A dressmaker came after Phyllis arrived to get her ready for the party. The afternoon of the event, J. Patterson brought the young people of the best families of Hazelmead by special train to Bingville. The Crookers, the Witherills, the Ameses, the Renfrews and a number of the most popular students in the Normal School were also invited. They had the famous string band from Hazelmead to furnish music, and Smith—an impressive young English butler whom they had brought from New York on their last return.
Phyllis wore a gown which Judge Crooker described as "the limit." He said to his wife after they had gone home: "Why, there was nothing on her back but a pair of velvet gallowses and when I stood in front of her my eyes were seared."
"Mrs. Bing calls it high art," said the Judge's wife.
"I call it down pretty close to see level," said the Judge. "When she clinched with those young fellers and went wrestling around the room she reminded me of a grape-vine growing on a tree."
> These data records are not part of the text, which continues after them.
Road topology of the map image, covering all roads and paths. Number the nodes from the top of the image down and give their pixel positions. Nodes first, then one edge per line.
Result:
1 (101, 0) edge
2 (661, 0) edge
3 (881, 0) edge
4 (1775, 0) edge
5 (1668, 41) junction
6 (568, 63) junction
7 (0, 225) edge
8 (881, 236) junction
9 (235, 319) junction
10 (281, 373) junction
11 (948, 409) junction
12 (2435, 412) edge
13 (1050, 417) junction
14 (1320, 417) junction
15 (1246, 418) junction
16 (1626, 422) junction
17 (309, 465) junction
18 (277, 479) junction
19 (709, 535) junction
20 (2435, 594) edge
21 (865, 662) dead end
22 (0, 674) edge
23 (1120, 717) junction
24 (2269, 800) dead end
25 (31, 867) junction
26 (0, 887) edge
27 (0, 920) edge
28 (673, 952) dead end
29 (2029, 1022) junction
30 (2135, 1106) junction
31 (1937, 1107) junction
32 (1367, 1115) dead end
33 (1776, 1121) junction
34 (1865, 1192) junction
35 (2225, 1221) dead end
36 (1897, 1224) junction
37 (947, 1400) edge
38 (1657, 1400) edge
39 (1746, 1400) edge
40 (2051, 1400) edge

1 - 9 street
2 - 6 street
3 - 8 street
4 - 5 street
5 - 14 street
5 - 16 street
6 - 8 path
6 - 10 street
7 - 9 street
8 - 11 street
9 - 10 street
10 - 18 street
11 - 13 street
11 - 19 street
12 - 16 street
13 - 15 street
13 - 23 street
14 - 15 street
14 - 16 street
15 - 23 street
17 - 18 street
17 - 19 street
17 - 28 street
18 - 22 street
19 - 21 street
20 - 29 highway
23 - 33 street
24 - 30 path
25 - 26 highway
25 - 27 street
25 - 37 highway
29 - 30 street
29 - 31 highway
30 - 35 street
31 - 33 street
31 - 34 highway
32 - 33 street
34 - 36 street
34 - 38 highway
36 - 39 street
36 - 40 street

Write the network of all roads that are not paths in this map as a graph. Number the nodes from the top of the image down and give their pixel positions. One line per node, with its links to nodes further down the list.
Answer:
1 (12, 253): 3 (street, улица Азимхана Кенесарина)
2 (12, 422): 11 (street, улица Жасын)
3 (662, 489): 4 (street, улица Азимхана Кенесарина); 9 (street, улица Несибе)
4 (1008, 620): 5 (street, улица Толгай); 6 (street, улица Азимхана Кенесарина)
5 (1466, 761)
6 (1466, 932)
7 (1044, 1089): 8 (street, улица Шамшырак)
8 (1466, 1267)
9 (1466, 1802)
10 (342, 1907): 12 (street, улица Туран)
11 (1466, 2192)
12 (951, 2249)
This reaction on the intellect of the Judge quite satisfies the need of the historian. Again the Old Spirit of Bingville had received notice. It is only necessary to add that the punch was strong and the house party over the week-end made a good deal of talk by fast driving around the country in motor-cars on Sunday and by loud singing in boats on the river and noisy play on the tennis courts. That kind of thing was new to Bingville.
When it was all over, Phyllis told her mother that Gordon King—one of the young men—had insulted her when they had been out in a boat together on Sunday. Mrs. Bing was shocked. They had a talk about it up in Phyllis' bedroom at the end of which Mrs. Bing repeated that familiar injunction, "Don't tell father!"